Since all financing, cash receipts and disbursements were undertaken by IBM
for Laser Enterprise, these financial statements do not show liquid asset
balances. All financing, cash receipts and disbursements since January 1,
1994 are recorded in the Head Office current account. At the end of each
year, the net income is credited to the Head Office current account.
The US Dollar is considered to be the functional currency of Laser
Enterprise. Accounts denominated in other currencies are translated into US
Dollars at the approximate rates of exchange in effect at the dates of the
underlying transactions. Exchange differences are considered to be
immaterial and are charged to income under operating expenses.
The preparation of financial statements in conformity with generally
accepted accounting principles requires management to make estimates and
assumptions that affect the amounts reported in the financial statements
and accompanying notes. Actual results could differ from those estimates.
Note 2 - Significant accounting policies
Inventories
Inventory is stated at the lower of cost or market value. Cost is computed
on the basis of estimated costs allocated to Laser Enterprise and on
estimated average yields of salable product resulting from the production
process.
Property, plant and equipment
Property, plant and equipment are stated at cost. Depreciation is computed
for financial reporting purposes by the use of the straight line method
over the estimated useful lives (production and research machinery and
equipment 7 years, office machines and equipment 5 years).
Income taxes
Since Laser Enterprise has operated as a part of a non-trading division of
IBM, its results have not been subject to taxation on a basis comparable to
that applicable to an unaffiliated independent company. For financial
reporting purposes, a notional income tax charge is shown; this is computed
on the reported profit before income tax at the approximate average income
tax rate (maximum tax bracket: 27%) applicable to a company operating in
Rueschlikon, Zurich.
Revenue recognition
Sales, cost of sales, and a provision for estimated sales returns, warranty
costs and allowances are recorded at the time sales transactions are
considered complete, which is generally the date products are shipped to
customers.
Note 3 - Inventories
Inventories comprise the following:
December 31, 1996 1995 1994
Finished goods $ 704,281 $110,986 $ 677,330
Work in process (cells in lot validation) 2,632,089 665,329 499,197
--------- -------- ----------
$3,336,370 $776,315 $1,176,527
--------- -------- ----------
Management considers the value of the raw material inventories to be
insignificant.
Note 4 - Property, plant and equipment
Property, plant and equipment comprises the following:
December 31, 1996 1995 1994
Production and research machinery and
equipment $ 9,150,997 $7,298,902 $6,778,196
Office machines and equipment 1,225,397 889,030 831,665
---------- --------- ----------
Total cost 10,376,394 8,187,932 7,609,861
Accumulated depreciation 6,968,553 6,235,741 5,339,783
---------- --------- ----------
Net book value $ 3,407,841 $1,952,191 $2,270,078
---------- --------- ----------
Note 5 - Provision for hospitalization cost plan
Laser Enterprise makes contributions of up to CHF 25,000 each to the
hospitalization costs of the employees, their spouses and non-adult
children. After a disbursement has been made, the remaining credit balance
of the person concerned is topped-up to CHF 25,000 by annual installments
of CHF 2,500 during the period of employment. After retirement, the persons
concerned remain entitled to contributions up to the amount of their credit
balance; this balance is no longer topped-up after retirement. Entitlement
to contributions ceases on the termination of employment other than through
retirement.
For financial reporting purposes, provision is made for the cost of these
hospitalization contributions at the rate of USD 1,000 per employee per
year (the approximate average historical cost per employee for the IBM
Zurich Research Laboratory) up to an amount of USD 20,000 per employee.

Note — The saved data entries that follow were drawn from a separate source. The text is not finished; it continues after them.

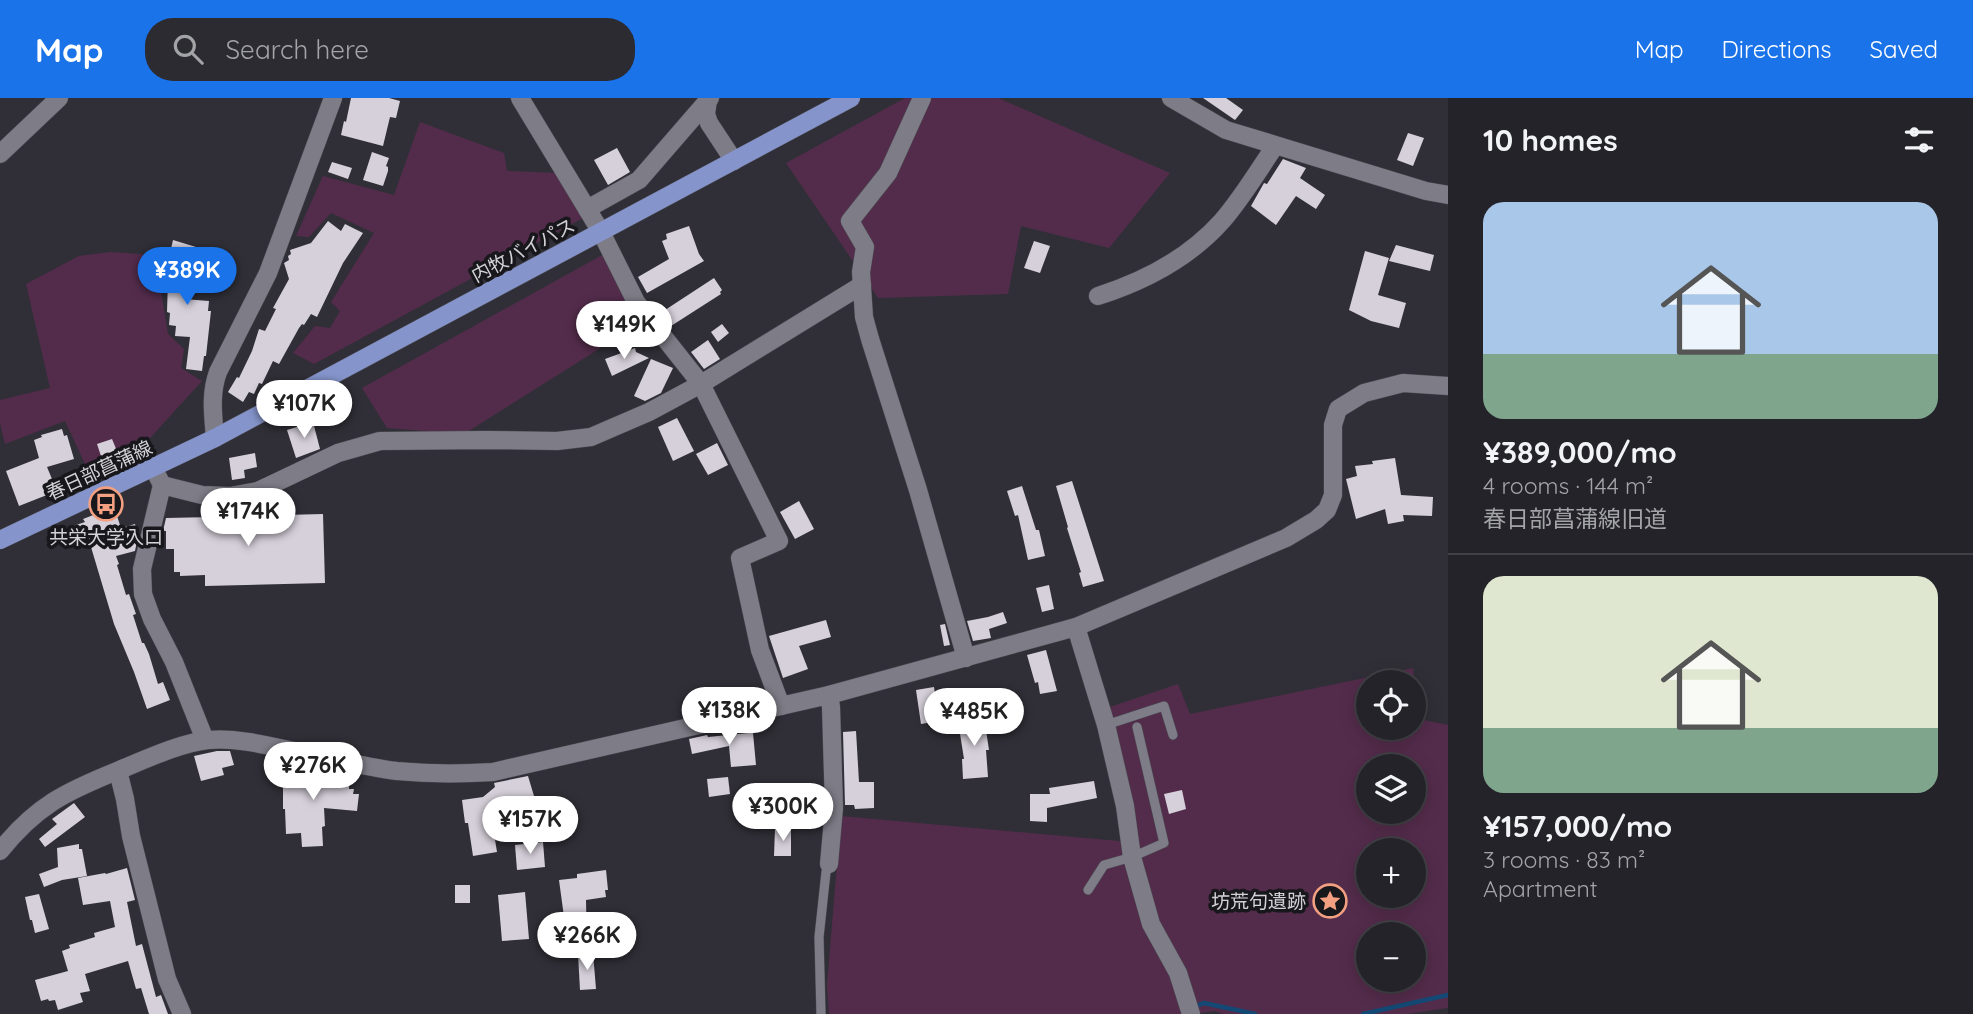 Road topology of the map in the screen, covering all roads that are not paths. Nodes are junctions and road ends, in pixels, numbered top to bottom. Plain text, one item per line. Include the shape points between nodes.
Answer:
1 (59, 98) edge
2 (332, 98) edge
3 (520, 98) edge
4 (851, 98) edge
5 (922, 98) edge
6 (1171, 98) edge
7 (709, 99) edge
8 (1275, 146) junction
9 (0, 154) edge
10 (734, 161) junction
11 (1448, 195) edge
12 (587, 209) junction
13 (601, 232) junction
14 (862, 285) junction
15 (1098, 296) dead end
16 (701, 384) junction
17 (1448, 386) edge
18 (215, 438) junction
19 (153, 468) junction
20 (162, 485) junction
21 (0, 540) edge
22 (1076, 626) junction
23 (966, 658) junction
24 (829, 695) junction
25 (781, 706) junction
26 (1106, 725) junction
27 (1137, 727) dead end
28 (1173, 735) dead end
29 (205, 740) junction
30 (118, 771) junction
31 (0, 851) edge
32 (1132, 857) junction
33 (829, 864) joint
34 (1088, 890) dead end
35 (1189, 1010) edge
36 (182, 1014) edge
37 (821, 1014) edge

1 - 9 street
2 - 18 street via 268,273 218,372 212,400
3 - 12 street
4 - 10 main road, 内牧バイパス
5 - 14 street via 888,173 850,221 865,247
6 - 8 street via 1226,130
7 - 10 street via 709,123
7 - 12 street via 639,180
8 - 11 street
8 - 15 street via 1222,221 1198,244 1128,287
10 - 13 main road, 内牧バイパス
12 - 13 street
13 - 16 street via 636,302
13 - 18 main road, 内牧バイパス
14 - 16 street
14 - 23 street via 870,339
16 - 20 street via 591,437 557,442 380,441 338,453 258,491 202,495
16 - 25 street via 779,541 740,558 760,650
17 - 22 street via 1403,383 1364,393 1338,409 1333,425 1333,495 1316,520 1286,538
18 - 19 main road, 春日部菖蒲線
19 - 20 street
19 - 21 main road, 春日部菖蒲線
20 - 29 street via 142,569 143,594
22 - 23 street
22 - 26 street
23 - 24 street
24 - 25 street
24 - 33 street via 834,808
25 - 29 street via 493,772 460,774 396,771 252,743
26 - 28 lane via 1164,706
26 - 32 street
27 - 32 lane via 1164,843
29 - 30 street
30 - 31 street via 48,803
30 - 36 street via 167,979
32 - 34 lane via 1104,865
32 - 35 street via 1151,923 1178,973
33 - 37 lane via 819,937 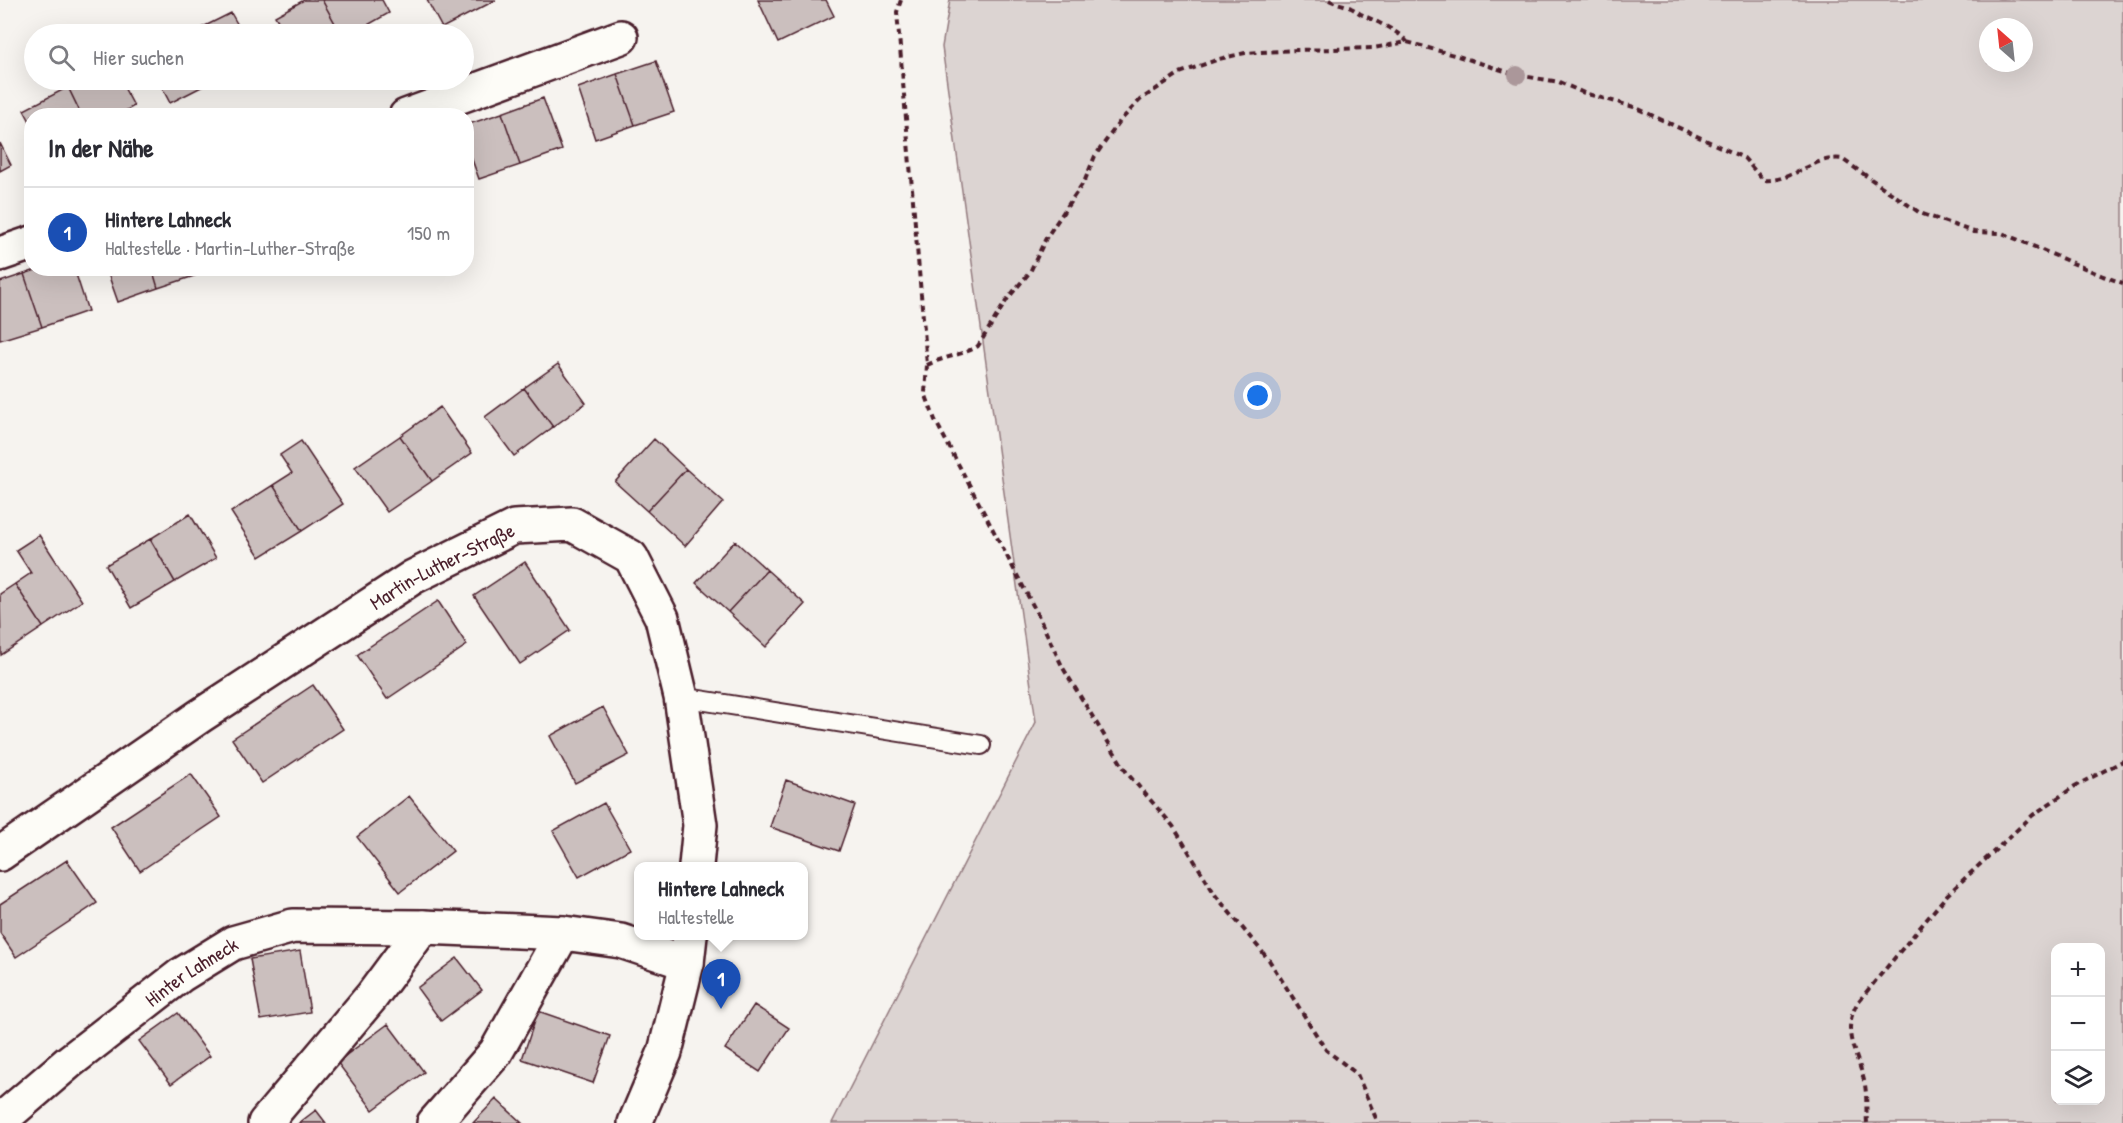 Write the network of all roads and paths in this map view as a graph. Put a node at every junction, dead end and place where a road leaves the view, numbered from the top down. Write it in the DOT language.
graph roads {
  1 [pos="901,0"];
  2 [pos="1329,0"];
  3 [pos="621,37"];
  4 [pos="1407,42"];
  5 [pos="428,108"];
  6 [pos="24,246"];
  7 [pos="0,254"];
  8 [pos="2123,283"];
  9 [pos="927,365"];
  10 [pos="681,697"];
  11 [pos="981,745"];
  12 [pos="2123,761"];
  13 [pos="0,854"];
  14 [pos="696,862"];
  15 [pos="423,927"];
  16 [pos="563,933"];
  17 [pos="688,949"];
  18 [pos="0,1121"];
  19 [pos="265,1123"];
  20 [pos="434,1123"];
  21 [pos="635,1123"];
  22 [pos="1378,1123"];
  23 [pos="1867,1123"];
  1 -- 9 [label="path"];
  2 -- 4 [label="path"];
  3 -- 5 [label="street"];
  4 -- 8 [label="path"];
  4 -- 9 [label="path"];
  6 -- 7 [label="street"];
  9 -- 22 [label="path"];
  10 -- 11 [label="lane"];
  10 -- 13 [label="street, Martin-Luther-Straße"];
  10 -- 14 [label="street, Martin-Luther-Straße"];
  12 -- 23 [label="path"];
  15 -- 16 [label="street, Hinter Lahneck"];
  15 -- 18 [label="street, Hinter Lahneck"];
  15 -- 19 [label="street"];
  16 -- 17 [label="street, Hinter Lahneck"];
  16 -- 20 [label="street"];
  17 -- 21 [label="street"];
} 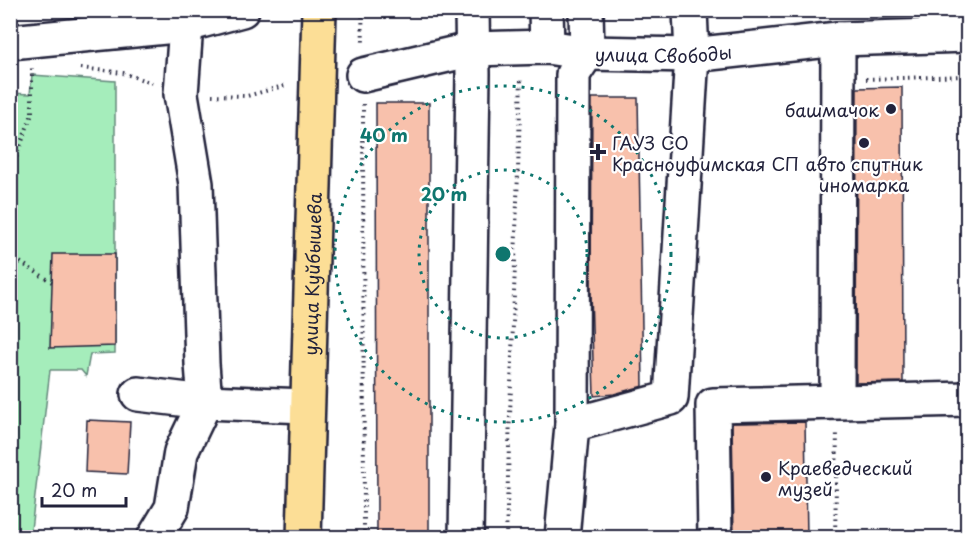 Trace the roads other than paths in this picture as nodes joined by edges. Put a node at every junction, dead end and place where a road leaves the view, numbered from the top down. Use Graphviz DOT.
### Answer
graph roads {
  1 [pos="242,10"];
  2 [pos="319,10"];
  3 [pos="472,10"];
  4 [pos="546,10"];
  5 [pos="586,10"];
  6 [pos="690,10"];
  7 [pos="186,25"];
  8 [pos="968,35"];
  9 [pos="838,39"];
  10 [pos="10,42"];
  11 [pos="547,47"];
  12 [pos="473,49"];
  13 [pos="587,53"];
  14 [pos="692,55"];
  15 [pos="363,75"];
  16 [pos="138,394"];
  17 [pos="968,399"];
  18 [pos="837,401"];
  19 [pos="205,402"];
  20 [pos="307,406"];
  21 [pos="572,425"];
  22 [pos="154,537"];
  23 [pos="304,537"];
  24 [pos="466,537"];
  25 [pos="562,537"];
  26 [pos="716,537"];
  1 -- 7 [label="street"];
  2 -- 20 [label="main road, улица Куйбышева"];
  3 -- 12 [label="street"];
  4 -- 11 [label="street"];
  5 -- 13 [label="street"];
  6 -- 14 [label="street"];
  7 -- 10 [label="street"];
  7 -- 19 [label="street"];
  8 -- 9 [label="street, улица Свободы"];
  9 -- 14 [label="street, улица Свободы"];
  9 -- 18 [label="street"];
  11 -- 12 [label="street, улица Свободы"];
  11 -- 13 [label="street, улица Свободы"];
  12 -- 15 [label="street, улица Свободы"];
  12 -- 24 [label="street"];
  13 -- 14 [label="street, улица Свободы"];
  13 -- 21 [label="street"];
  14 -- 21 [label="street"];
  16 -- 19 [label="street"];
  17 -- 18 [label="street"];
  18 -- 26 [label="street"];
  19 -- 20 [label="street"];
  19 -- 22 [label="street"];
  20 -- 23 [label="main road, улица Куйбышева"];
  21 -- 25 [label="street"];
}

This amount of USD 20,000 then represents a provision for the post-
retirement cost of the hospital-ization contribution plan. The actual
disbursements of hospitalization contributions for Laser Enterprise
personnel were minimal in the years 1996, 1995 and 1994.
Note 6 - Provision for employee pension costs
The personnel of Laser Enterprise were members of the defined benefit and
defined contribution pension plans of IBM. For the financial reporting
purposes of Laser Enterprise, these plans have the characteristics of
multiemployer plans. The pension plans are funded by defined contributions
from the employees plus defined (defined contribution plan) or non-defined
contributions (defined benefit plan) from the employers. The defined
contribution plan and the vested benefits under the defined benefit plan
are considered to be fully funded through current contributions.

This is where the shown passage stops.